昔話は話のすじの展開を楽しむものなので、図形的登場人物を、ある点から次の点へ導いていくばかりで、描写のためにどこかに立ち止まることはしない。どのような人物か、どんな場所か、どのように事件が起きたかという説明はしない。単純な統一された言葉で事柄のみを述べる。耳で聞かれる昔話としてはこの方が分かりやすい。

②するどい輪郭、個体、柔らかいものも固く

一寸法師の針の刀、御椀の舟、桃太郎の、にぎりめしころころではおにぎりは鋭い輪郭線で転がってもばらばらになりません。「弥三郎婆」→HP、「炎の馬」大木→日本の昔話⑤おざわとしお再話(以下五巻本)

③小さな空間にとじこめる

登場人物は、堅固な家やお城、あるいは地下の宮殿などに住む。「馬方やまんば」山姥のすまい、「さけのおおすけ」一件の家→HP

昔話は、主人公を塔の中や、あるいは宮殿の中、トランクの中、あるいは箱の中にとじこめる

「ラプンツェル」、「ひひ神退治」お棺、長持「三枚のお札」「お月お星」木の箱

④固いものを好む

「へっぴりよめご」石の臼→HP、「仙人のおしえ」石の玉→五巻本⑤、「おしらさま」→HP、「天の庭」酒樽→五巻本③、「海行こう、川行こう」目玉→HP、「きじない太郎」目玉→HP、「山姥とくし」くし→HP

⑤高貴なものを好む

黄金や銀、銅など、めったにないもの、高価なものは周囲よりもひときわ目立って見える。孤立性が強調されている。

⑥原色を好む(灰色はある)

金、銀、赤、白、黒、(紺青)

「白雪姫」、「きもだめし娘」「ぼっこ喰いあねさま」→HP、白雪姫の白、赤、黒の極端な美は、一歩あやまればその極端のゆえに人を震え上がらせるような性質ではないでしょうか。また、馬は黒か白、あるいは赤です。「師番の馬」→五巻本②

*白と黒は、非個体的対照(色というのは中間色で微妙な差を持つ、連続的な違いがある。白と黒はそれがなく、二つにはっきり分ける)

⑦鋭く明確なすじの線

昔話のすじは遠方へひろがっていき、登場人物を長い道のりをこえた遠い国へ連れて行く。また、援助者が主人公に与える贈り物のなかでは、とくに移動手段となるものが多い。ふしぎな馬や車・靴・マントなどが主人公を遠くへ運び、指輪は主人公が望むところへ連れて行く。「かくれみの」→HP、「夢見小僧」千里車・万里車→五巻本①、「灰坊」→五巻本⑤、「イワンの夢」魔法のじゅうたん、いだてん靴→HP

今回はp230まで読みました。これは孤立性、あれは極端性と決めすぎずに、いくつかの性質を兼ねている場合もあることも教えて頂きました。

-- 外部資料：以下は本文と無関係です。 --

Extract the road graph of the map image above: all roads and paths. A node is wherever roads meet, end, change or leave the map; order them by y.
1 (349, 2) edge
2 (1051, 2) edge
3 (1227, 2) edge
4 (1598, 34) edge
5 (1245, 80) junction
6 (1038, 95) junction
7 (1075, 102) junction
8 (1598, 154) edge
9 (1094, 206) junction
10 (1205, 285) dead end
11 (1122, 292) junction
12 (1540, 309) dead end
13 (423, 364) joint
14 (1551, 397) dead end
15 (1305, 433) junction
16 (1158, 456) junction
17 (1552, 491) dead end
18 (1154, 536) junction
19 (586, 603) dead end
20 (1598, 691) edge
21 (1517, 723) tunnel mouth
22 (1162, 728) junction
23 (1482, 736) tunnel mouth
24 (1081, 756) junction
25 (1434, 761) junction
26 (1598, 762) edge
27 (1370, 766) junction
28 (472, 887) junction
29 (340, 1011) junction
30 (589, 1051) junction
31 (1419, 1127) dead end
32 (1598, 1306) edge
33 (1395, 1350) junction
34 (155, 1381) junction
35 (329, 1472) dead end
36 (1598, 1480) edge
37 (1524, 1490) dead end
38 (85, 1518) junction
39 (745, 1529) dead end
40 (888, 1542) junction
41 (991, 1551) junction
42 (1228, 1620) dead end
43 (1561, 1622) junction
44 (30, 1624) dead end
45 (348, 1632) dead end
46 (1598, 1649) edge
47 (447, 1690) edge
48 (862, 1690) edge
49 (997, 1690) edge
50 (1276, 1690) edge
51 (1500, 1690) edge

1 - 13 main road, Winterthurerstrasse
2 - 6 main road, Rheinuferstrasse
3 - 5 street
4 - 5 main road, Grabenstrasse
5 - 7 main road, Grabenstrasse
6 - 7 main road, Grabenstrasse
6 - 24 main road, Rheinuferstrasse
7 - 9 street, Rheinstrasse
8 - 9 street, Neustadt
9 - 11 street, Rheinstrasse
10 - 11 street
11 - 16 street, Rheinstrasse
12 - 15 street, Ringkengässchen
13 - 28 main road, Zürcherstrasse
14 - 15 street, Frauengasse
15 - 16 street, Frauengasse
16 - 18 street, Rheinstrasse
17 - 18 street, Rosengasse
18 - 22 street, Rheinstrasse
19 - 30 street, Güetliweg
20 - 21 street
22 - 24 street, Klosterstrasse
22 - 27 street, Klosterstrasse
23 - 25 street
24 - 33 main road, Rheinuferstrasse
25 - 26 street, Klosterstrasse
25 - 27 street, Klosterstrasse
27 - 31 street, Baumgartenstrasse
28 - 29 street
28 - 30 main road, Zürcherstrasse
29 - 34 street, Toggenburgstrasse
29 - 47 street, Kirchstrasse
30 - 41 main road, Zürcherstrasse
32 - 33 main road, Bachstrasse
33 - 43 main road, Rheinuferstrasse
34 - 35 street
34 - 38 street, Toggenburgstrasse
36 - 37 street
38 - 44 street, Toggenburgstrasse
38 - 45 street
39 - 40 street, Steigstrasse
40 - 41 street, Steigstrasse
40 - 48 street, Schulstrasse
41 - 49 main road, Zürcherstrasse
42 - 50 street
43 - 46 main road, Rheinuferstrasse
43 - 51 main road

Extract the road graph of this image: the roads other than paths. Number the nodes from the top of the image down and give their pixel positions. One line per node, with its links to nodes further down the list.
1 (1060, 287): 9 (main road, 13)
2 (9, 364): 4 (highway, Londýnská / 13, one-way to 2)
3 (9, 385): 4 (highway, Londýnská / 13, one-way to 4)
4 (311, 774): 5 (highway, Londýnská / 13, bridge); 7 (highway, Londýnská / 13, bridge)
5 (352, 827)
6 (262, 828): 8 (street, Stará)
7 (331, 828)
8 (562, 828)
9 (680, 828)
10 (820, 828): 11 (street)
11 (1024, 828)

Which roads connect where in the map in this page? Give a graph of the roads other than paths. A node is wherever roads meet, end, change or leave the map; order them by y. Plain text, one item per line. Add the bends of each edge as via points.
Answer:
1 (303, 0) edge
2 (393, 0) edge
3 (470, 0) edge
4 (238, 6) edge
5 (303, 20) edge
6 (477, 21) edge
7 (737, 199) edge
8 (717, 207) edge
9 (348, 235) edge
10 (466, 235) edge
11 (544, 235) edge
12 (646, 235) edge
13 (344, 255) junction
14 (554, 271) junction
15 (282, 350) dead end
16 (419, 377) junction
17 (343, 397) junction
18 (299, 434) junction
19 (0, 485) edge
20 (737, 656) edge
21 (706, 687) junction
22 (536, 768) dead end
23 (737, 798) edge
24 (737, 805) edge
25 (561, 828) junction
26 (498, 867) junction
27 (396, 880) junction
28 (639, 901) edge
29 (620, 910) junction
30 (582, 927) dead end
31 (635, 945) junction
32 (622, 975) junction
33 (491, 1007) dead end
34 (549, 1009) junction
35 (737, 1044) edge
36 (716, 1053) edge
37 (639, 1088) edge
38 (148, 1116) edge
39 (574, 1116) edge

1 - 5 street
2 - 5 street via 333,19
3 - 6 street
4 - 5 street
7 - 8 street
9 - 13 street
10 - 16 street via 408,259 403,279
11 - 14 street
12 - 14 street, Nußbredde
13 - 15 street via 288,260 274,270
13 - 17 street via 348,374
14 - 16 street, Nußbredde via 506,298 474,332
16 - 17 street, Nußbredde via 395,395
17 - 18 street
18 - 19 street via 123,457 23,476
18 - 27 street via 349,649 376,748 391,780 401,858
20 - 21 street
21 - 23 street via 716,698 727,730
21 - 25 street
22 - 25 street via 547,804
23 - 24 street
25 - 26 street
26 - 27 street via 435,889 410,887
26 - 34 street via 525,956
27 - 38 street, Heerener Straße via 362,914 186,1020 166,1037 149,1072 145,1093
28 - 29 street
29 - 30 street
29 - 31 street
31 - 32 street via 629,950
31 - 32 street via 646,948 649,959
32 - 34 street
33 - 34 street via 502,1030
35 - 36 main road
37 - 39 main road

口頭伝承であった時代、語り手一人一人の中にテキストがありました。昔話は本来そういうもので、自分の中に素養があると語れるもの。時代は移り変わり、私達はテキストを覚えて語りますから、よく考えれば、本当の語りではないですもんね。ちょっと痛く刺さります。長い年月をかけて、何度も語り、子どもたちの反応から教えてもらって、テキストに手を入れることで、良く聞けるようになれば、それが自分のテキストであり、それは一人一人がする作業です。(そうすることで本来の語りに近付けると理解しました)語りクラスでヤンさんが私達に伝えてくれている事が、さらに深く根を下ろした学びとなりました。時間をかけて細かい所まで丁寧に勉強会の準備をして頂き、本当にありがとうございます。そして、こうしてブログを書かせてもらうことで数日かけて復習をしたら、勉強会の時とはまた違う感覚です。ちゃんと合っているかは不安な部分もありますので、皆様コメントにてご意見、ご感想、補足などよろしくお願いします!

宿題は、上記①〜⑥(⑦は昔話のほとんどがそう)を自分のレパートリーのテキストから探してA4一枚にまとめて、11/30までに提出です。

次回の語法クラスは12/24(火)です。